> [Task brief]: Go through the records and report each line in which the word "dead" occurs.

> [Data to examine]:
● ● ● ● ● ● ●

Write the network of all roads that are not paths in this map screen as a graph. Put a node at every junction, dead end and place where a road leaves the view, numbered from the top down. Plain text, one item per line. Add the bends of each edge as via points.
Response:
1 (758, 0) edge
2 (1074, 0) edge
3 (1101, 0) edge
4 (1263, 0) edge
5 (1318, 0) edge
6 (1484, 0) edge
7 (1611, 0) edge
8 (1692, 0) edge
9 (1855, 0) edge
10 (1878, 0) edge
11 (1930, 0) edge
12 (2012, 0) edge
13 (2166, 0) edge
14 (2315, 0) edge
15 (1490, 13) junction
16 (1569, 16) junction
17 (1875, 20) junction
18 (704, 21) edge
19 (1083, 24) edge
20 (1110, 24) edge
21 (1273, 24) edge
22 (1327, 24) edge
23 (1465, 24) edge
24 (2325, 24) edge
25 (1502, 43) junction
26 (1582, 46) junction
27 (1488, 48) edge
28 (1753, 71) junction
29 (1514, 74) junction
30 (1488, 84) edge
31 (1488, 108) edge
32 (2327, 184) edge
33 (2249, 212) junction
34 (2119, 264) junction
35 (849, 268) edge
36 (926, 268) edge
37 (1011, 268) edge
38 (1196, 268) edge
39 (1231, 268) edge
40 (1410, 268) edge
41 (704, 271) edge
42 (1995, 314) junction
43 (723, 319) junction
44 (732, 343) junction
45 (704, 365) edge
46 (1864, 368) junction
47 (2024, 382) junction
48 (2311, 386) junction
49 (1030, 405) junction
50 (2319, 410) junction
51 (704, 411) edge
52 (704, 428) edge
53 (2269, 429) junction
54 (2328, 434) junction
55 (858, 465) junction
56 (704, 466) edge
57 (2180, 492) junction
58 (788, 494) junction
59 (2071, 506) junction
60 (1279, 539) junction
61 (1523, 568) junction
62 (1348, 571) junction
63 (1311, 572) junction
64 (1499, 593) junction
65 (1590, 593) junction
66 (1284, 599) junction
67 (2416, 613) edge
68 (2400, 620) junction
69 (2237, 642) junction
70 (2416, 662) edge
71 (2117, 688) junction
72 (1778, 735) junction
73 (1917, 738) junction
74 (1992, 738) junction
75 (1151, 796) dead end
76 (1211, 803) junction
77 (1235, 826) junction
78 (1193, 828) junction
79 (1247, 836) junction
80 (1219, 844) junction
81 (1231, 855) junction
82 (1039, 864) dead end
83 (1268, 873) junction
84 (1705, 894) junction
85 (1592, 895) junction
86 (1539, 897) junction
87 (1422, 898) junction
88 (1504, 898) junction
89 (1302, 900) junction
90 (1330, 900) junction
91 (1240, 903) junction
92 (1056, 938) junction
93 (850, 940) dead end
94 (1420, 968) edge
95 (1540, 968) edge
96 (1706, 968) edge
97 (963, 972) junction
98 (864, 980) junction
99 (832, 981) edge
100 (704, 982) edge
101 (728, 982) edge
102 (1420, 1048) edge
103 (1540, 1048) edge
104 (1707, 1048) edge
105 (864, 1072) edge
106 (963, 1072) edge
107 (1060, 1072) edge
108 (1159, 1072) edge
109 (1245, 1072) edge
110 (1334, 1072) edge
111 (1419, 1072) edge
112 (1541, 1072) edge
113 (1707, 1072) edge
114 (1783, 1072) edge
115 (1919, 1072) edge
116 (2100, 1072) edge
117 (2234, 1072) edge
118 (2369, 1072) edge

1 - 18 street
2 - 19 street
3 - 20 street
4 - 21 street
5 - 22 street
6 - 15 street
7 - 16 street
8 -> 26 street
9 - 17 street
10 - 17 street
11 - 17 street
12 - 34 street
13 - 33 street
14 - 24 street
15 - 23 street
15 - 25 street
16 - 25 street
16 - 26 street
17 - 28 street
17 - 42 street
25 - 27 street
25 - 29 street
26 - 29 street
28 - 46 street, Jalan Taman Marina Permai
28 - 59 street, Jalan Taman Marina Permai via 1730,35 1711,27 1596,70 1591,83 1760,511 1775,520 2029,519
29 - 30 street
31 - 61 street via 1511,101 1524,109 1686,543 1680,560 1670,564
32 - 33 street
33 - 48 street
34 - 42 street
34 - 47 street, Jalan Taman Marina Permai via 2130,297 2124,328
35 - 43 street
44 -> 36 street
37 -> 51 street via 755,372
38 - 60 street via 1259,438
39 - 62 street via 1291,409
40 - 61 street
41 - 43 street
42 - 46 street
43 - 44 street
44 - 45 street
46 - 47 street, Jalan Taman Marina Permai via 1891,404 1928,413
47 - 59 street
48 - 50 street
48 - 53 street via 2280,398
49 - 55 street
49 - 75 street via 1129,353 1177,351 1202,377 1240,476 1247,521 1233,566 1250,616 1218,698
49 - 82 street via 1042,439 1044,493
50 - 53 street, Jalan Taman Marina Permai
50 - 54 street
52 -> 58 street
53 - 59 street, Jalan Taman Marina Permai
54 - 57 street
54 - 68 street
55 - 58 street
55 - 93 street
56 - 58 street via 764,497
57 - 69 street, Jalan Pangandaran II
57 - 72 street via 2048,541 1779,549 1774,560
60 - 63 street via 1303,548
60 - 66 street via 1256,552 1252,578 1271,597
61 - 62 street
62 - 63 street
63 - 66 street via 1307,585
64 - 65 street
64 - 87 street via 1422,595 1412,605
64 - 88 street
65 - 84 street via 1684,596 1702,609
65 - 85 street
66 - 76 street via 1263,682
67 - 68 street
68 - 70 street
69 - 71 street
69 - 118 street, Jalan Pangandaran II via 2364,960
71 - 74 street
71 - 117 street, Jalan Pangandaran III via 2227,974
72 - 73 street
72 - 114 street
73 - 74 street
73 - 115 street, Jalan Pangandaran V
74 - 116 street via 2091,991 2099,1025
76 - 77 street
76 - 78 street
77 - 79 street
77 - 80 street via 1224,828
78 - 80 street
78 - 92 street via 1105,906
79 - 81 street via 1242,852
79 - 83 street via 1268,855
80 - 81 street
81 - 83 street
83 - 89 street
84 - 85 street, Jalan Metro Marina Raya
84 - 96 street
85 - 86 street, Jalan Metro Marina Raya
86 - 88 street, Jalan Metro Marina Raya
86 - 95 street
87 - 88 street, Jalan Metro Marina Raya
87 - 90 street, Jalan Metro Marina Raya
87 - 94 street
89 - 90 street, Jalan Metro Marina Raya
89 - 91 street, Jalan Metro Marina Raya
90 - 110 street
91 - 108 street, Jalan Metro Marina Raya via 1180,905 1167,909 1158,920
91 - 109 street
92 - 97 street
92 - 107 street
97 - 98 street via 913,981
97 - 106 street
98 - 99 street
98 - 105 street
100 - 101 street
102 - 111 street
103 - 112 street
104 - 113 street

● ● ● ● ● ● ●

> [Response below]:
Write the network of all roads that are not paths in this map screen as a graph. Put a node at every junction, dead end and place where a road leaves the view, numbered from the top down. Plain text, one item per line. Add the bends of each edge as via points.
75 (1151, 796) dead end
82 (1039, 864) dead end
93 (850, 940) dead end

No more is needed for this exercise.